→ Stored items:

========================================================================

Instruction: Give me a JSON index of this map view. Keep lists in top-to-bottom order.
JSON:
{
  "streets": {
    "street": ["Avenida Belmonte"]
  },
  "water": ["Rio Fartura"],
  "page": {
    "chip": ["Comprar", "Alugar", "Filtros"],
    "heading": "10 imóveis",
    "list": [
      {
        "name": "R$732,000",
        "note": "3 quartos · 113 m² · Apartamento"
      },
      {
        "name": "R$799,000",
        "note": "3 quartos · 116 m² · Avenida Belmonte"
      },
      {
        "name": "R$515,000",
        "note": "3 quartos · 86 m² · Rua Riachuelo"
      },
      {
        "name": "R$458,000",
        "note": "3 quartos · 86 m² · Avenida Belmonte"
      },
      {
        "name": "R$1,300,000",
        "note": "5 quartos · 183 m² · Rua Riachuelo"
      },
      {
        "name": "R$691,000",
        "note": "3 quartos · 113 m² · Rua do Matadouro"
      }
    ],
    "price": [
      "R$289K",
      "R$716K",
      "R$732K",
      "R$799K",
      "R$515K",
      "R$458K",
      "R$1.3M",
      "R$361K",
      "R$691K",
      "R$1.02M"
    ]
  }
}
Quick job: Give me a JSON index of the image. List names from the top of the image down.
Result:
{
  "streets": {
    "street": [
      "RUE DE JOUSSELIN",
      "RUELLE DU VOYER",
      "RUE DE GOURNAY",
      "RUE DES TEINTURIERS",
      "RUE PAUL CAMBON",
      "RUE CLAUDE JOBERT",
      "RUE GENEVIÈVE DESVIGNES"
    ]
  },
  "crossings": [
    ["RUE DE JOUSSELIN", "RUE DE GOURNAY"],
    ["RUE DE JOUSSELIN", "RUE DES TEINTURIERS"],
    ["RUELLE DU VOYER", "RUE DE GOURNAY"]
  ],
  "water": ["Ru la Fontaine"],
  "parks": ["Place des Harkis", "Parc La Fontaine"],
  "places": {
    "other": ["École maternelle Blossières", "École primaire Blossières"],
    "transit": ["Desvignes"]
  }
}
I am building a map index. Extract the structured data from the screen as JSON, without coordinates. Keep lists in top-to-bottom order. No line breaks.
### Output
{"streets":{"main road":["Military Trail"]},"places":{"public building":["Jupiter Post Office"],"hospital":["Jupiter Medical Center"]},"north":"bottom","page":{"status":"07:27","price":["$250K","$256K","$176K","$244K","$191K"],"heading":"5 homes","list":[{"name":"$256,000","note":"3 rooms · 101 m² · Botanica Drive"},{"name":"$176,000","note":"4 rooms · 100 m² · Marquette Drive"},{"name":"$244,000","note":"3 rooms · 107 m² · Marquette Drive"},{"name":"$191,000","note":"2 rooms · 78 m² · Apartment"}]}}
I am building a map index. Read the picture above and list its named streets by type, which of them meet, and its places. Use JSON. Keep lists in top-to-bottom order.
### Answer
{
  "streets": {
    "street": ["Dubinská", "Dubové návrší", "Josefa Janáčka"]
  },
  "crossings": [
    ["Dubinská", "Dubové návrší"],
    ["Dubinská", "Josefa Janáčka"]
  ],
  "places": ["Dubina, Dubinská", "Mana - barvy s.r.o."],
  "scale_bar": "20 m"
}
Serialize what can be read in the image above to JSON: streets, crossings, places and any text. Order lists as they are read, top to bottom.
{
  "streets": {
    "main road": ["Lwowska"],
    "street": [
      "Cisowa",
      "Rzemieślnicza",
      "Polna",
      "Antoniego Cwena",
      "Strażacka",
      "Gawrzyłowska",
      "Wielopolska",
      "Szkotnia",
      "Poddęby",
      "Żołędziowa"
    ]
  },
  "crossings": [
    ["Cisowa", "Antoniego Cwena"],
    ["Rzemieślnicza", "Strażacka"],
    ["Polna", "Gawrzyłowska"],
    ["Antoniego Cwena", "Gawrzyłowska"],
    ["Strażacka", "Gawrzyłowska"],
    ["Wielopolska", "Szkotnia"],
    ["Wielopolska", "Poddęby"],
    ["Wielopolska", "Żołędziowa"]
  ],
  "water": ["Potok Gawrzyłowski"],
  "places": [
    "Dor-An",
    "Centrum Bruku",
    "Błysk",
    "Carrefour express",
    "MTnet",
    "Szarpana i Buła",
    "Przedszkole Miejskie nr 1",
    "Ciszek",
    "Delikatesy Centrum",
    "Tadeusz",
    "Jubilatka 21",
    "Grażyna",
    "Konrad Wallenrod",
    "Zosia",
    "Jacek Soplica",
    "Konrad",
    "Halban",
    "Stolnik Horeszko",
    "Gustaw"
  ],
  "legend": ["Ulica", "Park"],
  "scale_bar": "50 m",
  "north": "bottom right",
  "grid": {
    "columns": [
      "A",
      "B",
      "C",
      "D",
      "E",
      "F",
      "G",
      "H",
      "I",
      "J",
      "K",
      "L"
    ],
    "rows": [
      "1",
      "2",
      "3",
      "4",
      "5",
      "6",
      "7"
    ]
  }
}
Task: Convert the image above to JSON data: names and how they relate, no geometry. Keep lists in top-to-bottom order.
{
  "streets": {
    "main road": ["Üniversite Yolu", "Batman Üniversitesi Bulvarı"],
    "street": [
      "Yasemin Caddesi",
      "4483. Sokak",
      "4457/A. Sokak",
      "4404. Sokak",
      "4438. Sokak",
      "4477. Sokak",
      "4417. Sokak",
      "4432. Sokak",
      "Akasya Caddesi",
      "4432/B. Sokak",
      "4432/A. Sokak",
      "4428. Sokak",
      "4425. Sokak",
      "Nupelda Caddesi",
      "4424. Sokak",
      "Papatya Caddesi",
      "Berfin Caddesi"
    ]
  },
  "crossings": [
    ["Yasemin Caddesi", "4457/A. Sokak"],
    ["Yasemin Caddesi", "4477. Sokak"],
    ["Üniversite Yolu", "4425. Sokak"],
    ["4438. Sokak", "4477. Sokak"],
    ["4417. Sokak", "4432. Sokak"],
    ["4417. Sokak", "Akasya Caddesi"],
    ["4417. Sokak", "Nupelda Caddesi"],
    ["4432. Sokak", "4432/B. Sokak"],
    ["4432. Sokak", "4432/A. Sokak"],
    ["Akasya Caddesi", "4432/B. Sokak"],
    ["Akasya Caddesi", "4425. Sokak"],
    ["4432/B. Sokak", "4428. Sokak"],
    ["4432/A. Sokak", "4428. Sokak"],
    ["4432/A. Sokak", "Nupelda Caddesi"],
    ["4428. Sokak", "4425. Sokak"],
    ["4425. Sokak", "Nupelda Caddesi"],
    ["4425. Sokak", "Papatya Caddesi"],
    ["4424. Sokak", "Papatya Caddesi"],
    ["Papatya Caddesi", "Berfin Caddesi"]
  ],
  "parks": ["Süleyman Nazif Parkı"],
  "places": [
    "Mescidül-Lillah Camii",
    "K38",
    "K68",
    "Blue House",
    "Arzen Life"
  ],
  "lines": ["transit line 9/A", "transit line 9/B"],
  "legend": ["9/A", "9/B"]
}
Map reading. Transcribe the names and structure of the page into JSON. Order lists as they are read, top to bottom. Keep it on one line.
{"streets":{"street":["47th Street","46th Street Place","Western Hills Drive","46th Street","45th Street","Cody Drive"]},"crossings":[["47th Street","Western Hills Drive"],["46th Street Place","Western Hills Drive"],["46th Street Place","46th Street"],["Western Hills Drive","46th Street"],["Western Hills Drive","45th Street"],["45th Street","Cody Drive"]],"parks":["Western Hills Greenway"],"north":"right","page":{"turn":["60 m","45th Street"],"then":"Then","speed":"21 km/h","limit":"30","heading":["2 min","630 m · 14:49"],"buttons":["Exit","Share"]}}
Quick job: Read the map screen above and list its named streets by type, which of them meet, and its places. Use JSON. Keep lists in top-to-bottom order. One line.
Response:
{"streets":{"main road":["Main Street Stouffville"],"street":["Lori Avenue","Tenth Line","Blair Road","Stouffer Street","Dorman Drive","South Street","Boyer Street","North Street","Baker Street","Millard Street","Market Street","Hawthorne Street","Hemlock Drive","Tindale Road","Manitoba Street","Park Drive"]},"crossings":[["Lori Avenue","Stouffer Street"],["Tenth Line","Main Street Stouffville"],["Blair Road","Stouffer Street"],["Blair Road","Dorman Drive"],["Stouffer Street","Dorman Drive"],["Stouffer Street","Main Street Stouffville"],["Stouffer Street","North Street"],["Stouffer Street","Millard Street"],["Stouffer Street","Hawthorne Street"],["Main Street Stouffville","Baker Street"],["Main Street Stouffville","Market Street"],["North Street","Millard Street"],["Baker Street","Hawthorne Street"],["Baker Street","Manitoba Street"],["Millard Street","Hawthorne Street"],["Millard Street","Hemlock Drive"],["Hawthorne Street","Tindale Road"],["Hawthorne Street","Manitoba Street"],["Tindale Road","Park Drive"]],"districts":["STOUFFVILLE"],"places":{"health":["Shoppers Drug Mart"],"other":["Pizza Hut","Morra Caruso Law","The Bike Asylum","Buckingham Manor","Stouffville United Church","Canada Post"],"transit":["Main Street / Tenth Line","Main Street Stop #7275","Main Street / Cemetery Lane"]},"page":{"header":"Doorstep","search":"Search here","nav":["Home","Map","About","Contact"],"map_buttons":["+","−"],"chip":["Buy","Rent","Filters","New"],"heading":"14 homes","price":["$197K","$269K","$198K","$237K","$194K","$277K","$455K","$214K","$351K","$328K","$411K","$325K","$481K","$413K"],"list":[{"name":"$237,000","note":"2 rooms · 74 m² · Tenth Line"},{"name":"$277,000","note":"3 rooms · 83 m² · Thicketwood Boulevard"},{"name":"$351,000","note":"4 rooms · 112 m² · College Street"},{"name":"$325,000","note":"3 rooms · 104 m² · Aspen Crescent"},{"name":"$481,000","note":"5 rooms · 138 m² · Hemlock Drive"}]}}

========================================================================

Go line by line through the records above and copy each one containing "Yolu".

    "main road": ["Üniversite Yolu", "Batman Üniversitesi Bulvarı"],
    ["Üniversite Yolu", "4425. Sokak"],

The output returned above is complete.